» WORK TASK: Give back every line of the material exactly. Skip the pictures.

» DATA FOR THE TASK:

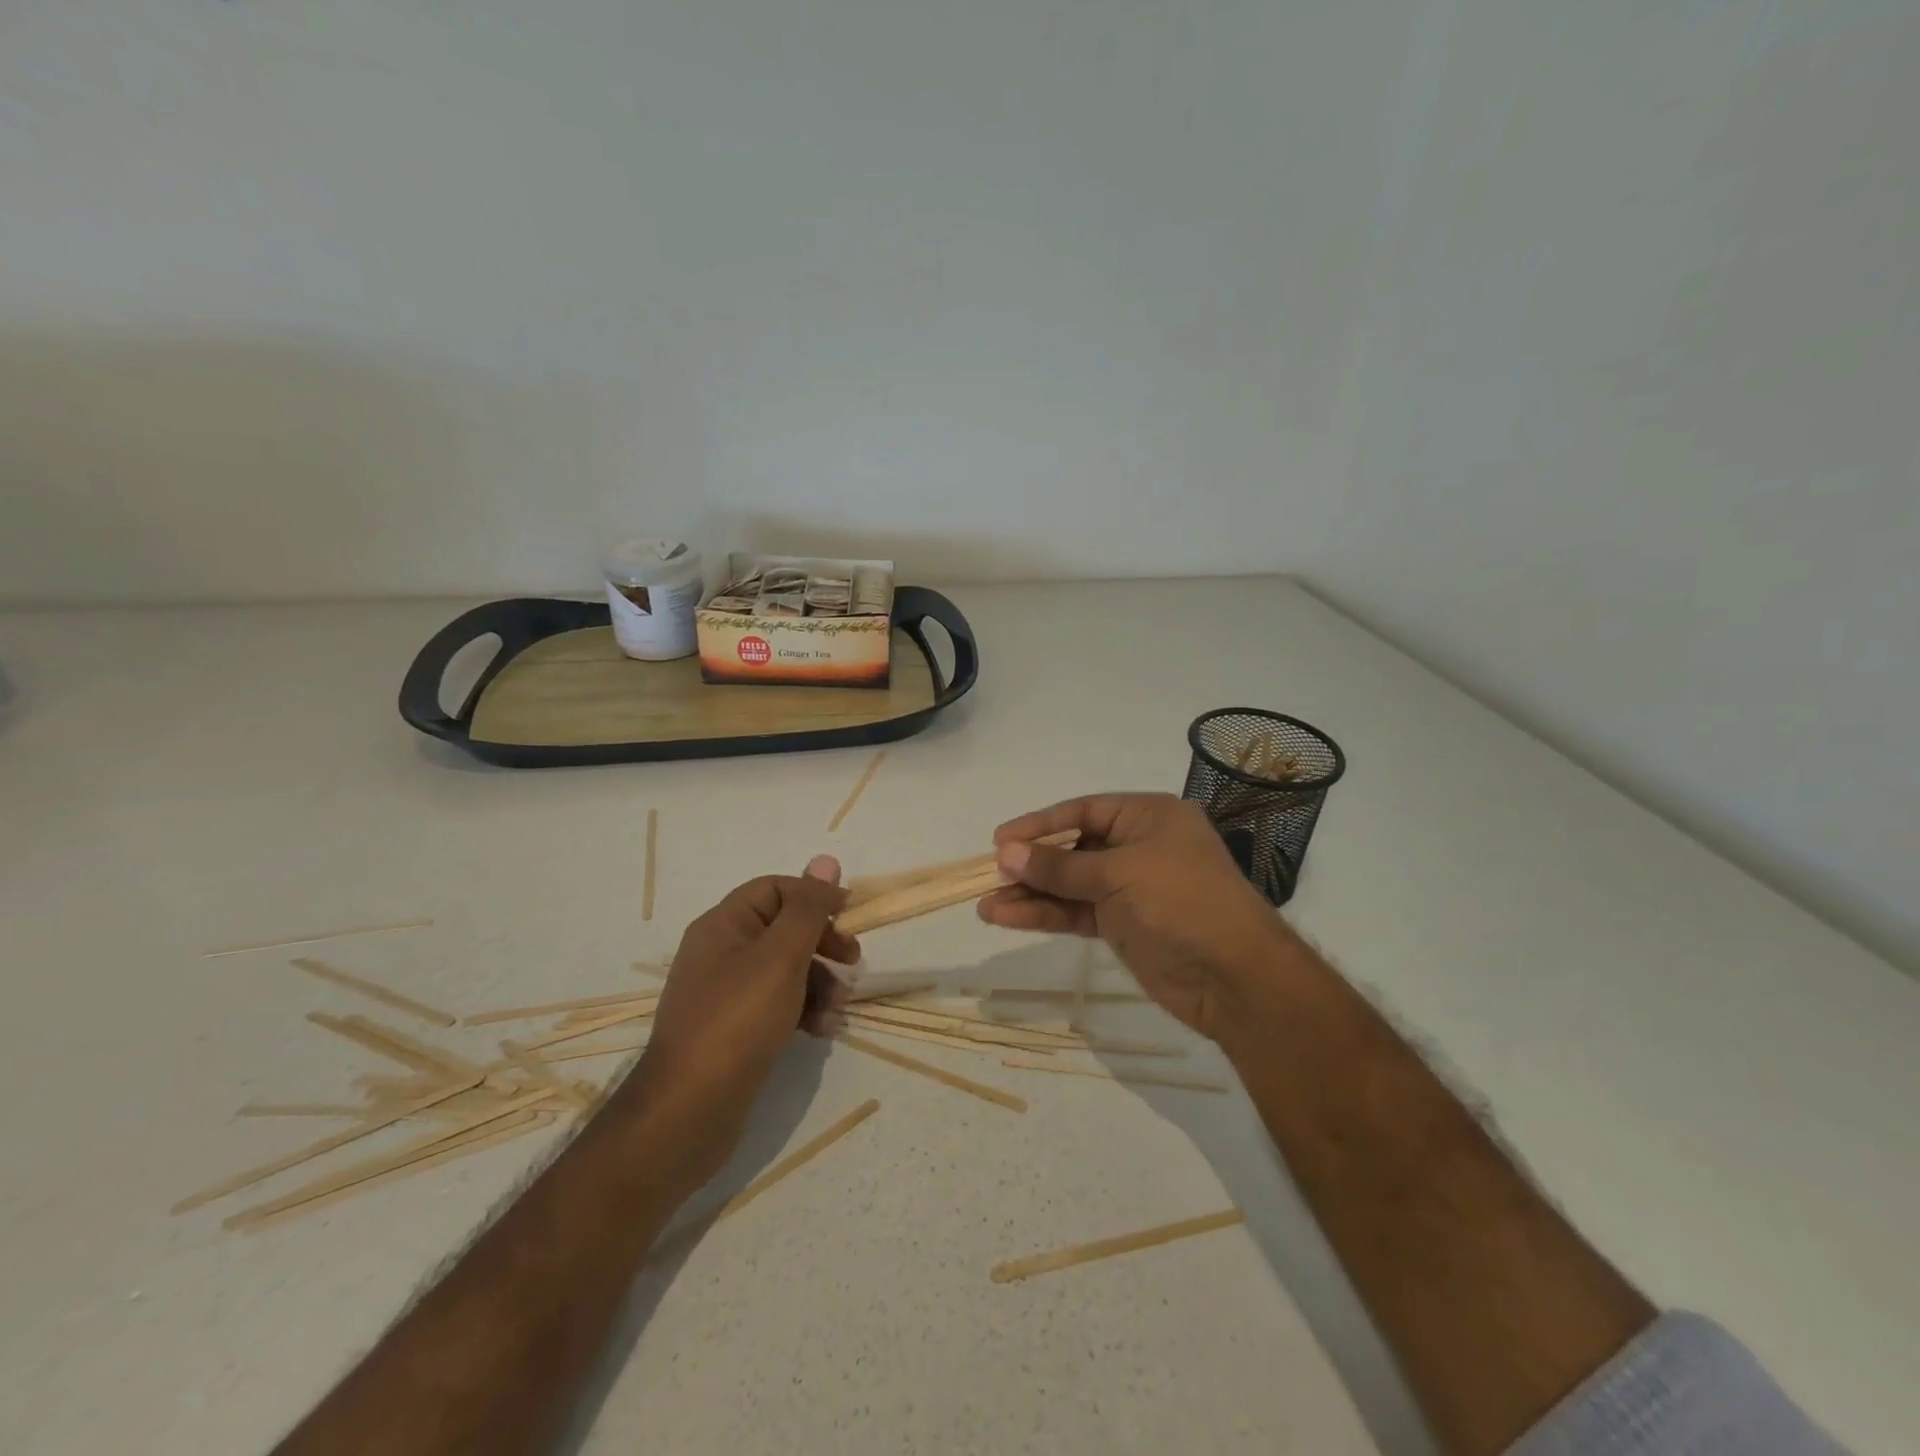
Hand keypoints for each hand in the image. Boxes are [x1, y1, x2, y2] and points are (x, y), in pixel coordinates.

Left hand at [625, 857, 859, 1184]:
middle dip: (822, 943)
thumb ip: (807, 909)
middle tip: (854, 960)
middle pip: (783, 929)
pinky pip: (777, 1005)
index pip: (774, 889)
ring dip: (819, 981)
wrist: (687, 1112)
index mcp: (723, 926)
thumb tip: (825, 860)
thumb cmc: (737, 1021)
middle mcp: (720, 953)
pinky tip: (823, 1030)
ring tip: (840, 1006)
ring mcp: (725, 994)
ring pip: (784, 969)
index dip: (814, 896)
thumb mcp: (780, 957)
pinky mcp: (734, 1030)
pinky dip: (803, 1010)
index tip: (850, 915)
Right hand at [977, 793, 1294, 1044]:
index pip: (1085, 810)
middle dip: (1033, 863)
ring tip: (985, 904)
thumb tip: (1006, 853)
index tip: (1001, 839)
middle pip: (1074, 848)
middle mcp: (1139, 847)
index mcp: (1149, 817)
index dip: (1041, 824)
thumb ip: (1059, 867)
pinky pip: (1076, 913)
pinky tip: (1006, 918)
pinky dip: (1044, 915)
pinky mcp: (1123, 925)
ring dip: (1030, 894)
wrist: (1234, 978)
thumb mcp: (1117, 874)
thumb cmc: (1180, 902)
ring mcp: (1131, 889)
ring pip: (1070, 885)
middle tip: (990, 874)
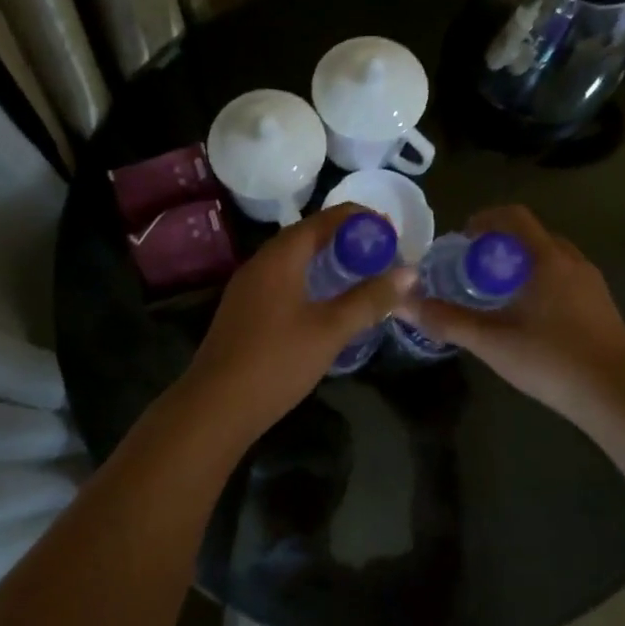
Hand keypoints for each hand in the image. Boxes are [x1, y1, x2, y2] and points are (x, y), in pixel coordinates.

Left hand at [177, 204, 413, 443]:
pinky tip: (325, 301)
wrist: (215, 406)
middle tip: (381, 253)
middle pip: (307, 235)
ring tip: (360, 273)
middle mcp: (260, 262)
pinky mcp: (243, 310)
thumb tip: (409, 272)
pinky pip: (282, 279)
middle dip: (345, 238)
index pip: (324, 219)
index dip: (359, 219)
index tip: (391, 231)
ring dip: (326, 259)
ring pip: (293, 259)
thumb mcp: (330, 330)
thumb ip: (369, 299)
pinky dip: (309, 278)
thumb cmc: (276, 362)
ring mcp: (247, 287)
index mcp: (280, 256)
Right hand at [392, 205, 624, 427]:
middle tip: (473, 270)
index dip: (484, 220)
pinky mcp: (602, 307)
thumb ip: (446, 320)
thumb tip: (402, 303)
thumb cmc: (552, 359)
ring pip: (550, 258)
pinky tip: (528, 318)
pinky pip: (564, 278)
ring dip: (522, 265)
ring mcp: (592, 284)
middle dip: (500, 245)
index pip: (514, 216)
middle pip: (531, 236)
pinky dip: (541, 283)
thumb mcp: (492, 342)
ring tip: (497, 294)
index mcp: (547, 259)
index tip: (461, 240)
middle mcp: (573, 261)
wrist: (618, 396)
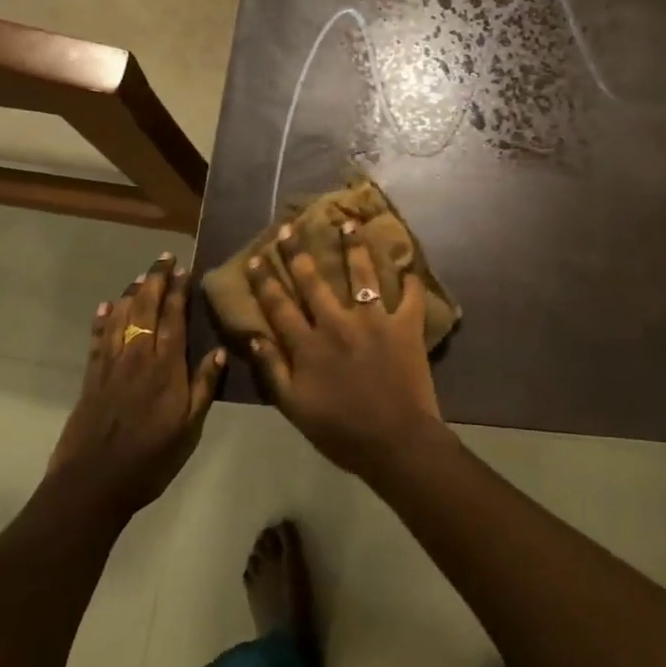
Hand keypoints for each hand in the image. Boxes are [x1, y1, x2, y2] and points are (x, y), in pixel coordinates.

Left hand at [48, 254, 223, 516]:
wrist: (93, 483)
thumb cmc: (150, 459)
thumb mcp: (190, 429)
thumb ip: (204, 387)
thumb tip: (222, 350)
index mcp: (167, 367)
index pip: (174, 318)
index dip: (178, 291)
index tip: (183, 268)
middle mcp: (138, 356)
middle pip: (146, 308)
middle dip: (155, 280)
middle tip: (164, 258)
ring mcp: (111, 365)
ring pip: (121, 317)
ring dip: (131, 293)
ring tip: (141, 276)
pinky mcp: (91, 377)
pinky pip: (98, 339)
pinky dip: (102, 320)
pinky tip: (106, 307)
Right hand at [244, 220, 446, 478]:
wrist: (396, 443)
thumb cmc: (341, 431)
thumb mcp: (294, 407)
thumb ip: (272, 369)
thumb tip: (253, 335)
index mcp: (308, 344)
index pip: (279, 305)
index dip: (265, 280)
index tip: (256, 257)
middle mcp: (338, 322)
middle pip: (313, 280)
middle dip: (298, 252)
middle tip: (290, 228)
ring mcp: (374, 320)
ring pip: (361, 274)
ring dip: (353, 247)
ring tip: (349, 223)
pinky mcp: (405, 326)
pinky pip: (410, 296)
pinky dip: (411, 281)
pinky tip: (410, 265)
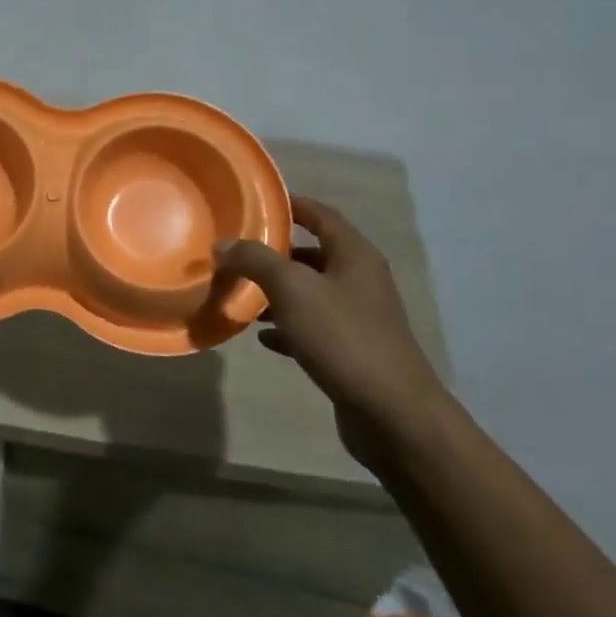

» SOLUTION FOR THIS PROBLEM:
Hand keypoints for each hand in the image. Boxes are [x1, y1, x2, y2] and points are (x, y), in pixel coordinates.

Left hand at [625, 857, 859, 1184]:
middle dip: (822, 943)
thumb ip: (807, 909)
middle tip: (854, 960)
middle pip: (783, 929)
pinky pip: (777, 1005)
index pip: (774, 889)
ring dip: (819, 981)
wrist: (687, 1112)
index mcp: (723, 926)
thumb tip: (825, 860)
thumb cmc: (737, 1021)
middle mcp: (720, 953)
pinky tip: (823, 1030)
ring tip: (840, 1006)
ring mcp: (725, 994)
ring pip: (784, 969)
index dip: (814, 896)
thumb mcp: (780, 957)
pinky mcp: (734, 1030)
pinky dip: (803, 1010)
index tip: (850, 915)
Right hand at [977, 793, 1294, 1044]:
index pip: (1085, 810)
middle dip: (1033, 863)
ring tip: (985, 904)
thumb tip: (1006, 853)
index tip: (1001, 839)
middle pip: (1074, 848)
middle mcp: (1139, 847)
index mcp: (1149, 817)
index dip: (1041, 824)
thumb ip: (1059, 867)
pinky pip: (1076, 913)
pinky tip: (1006, 918)
pinky dip: (1044, 915)
pinky mcp: (1123, 925)
ring dip: (1030, 894)
wrist: (1234, 978)
thumb mcp: (1117, 874)
thumb cmc: (1180, 902)
ring mcp: (1131, 889)
ring pip: (1070, 885)
middle tip: (990, 874)
Hand keypoints for each hand in the image. Boxes are [x1, y1, x2, y2] and points are (x, y), in pixel coordinates.

Left hand at [177, 204, 413, 443]:
pinky tip: (325, 301)
wrist: (215, 406)
middle tip: (381, 253)
middle pip: (307, 235)
ring tip: (360, 273)
middle mcp: (260, 262)
pinky mcp: (243, 310)
thumb tip: (409, 272)
pinky pip: (282, 279)
middle dip: (345, 238)
index pip: (324, 219)
index dip: (359, 219)
index tip: (391, 231)
ring dip: (326, 259)
ring pip: (293, 259)
thumb mcp: (330, 330)
thumb ip: (369, 299)
pinky dip: (309, 278)
thumb cmc: (276, 362)
ring mcp: (247, 287)
index mcp: (280, 256)
Right hand at [392, 205, 624, 427]:
middle tip: (473, 270)
index dip: (484, 220)
pinky mcp: (602, 307)
thumb ip: (446, 320)
thumb tip: (402, 303)
thumb cmc: (552, 359)
ring pip: (550, 258)
pinky tip: (528, 318)
pinky pip: (564, 278)
ring dip: (522, 265)
ring mcp: (592, 284)
middle dip: (500, 245)
index pip: (514, 216)
middle pip: (531, 236)
pinky dip: (541, 283)
thumb mcp: (492, 342)
ring tip: (497, 294)
index mcp: (547, 259)
index tip: (461, 240)
middle mcp: (573, 261)
wrist: (618, 396)
Hand keypoints for each hand in the image. Boxes are [x1, y1, x2, y2] and points are (x, y), in pixel coordinates.

Left hand at [48, 254, 223, 516]:
wrist: (93, 483)
thumb cmc: (150, 459)
thumb mcp: (190, 429)
thumb ip: (204, 387)
thumb tip: (222, 350)
index mcp: (167, 367)
index pip: (174, 318)
index dip: (178, 291)
index tip: (183, 268)
middle mcp: (138, 356)
middle pip: (146, 308)
middle dip: (155, 280)
middle tip: (164, 258)
ring mcp: (111, 365)
ring pip: (121, 317)
ring dip: (131, 293)
ring tip: (141, 276)
pinky mcp: (91, 377)
pinky pip: (98, 339)
pinky dip: (102, 320)
pinky tip: (106, 307)
Right hand at [244, 220, 446, 478]:
wrist: (396, 443)
thumb cmc: (341, 431)
thumb mcp: (294, 407)
thumb ip: (272, 369)
thumb tip: (253, 335)
index mcp: (308, 344)
index pip: (279, 305)
index dip: (265, 280)
index tip: (256, 257)
middle mcp: (338, 322)
middle pip: (313, 280)
middle dip: (298, 252)
middle tip: (290, 228)
ring mcp: (374, 320)
ring pip: (361, 274)
ring dip: (353, 247)
ring tip: (349, 223)
pinky mcp: (405, 326)
pinky pip: (410, 296)
pinky dip: (411, 281)
pinky tip: (410, 265)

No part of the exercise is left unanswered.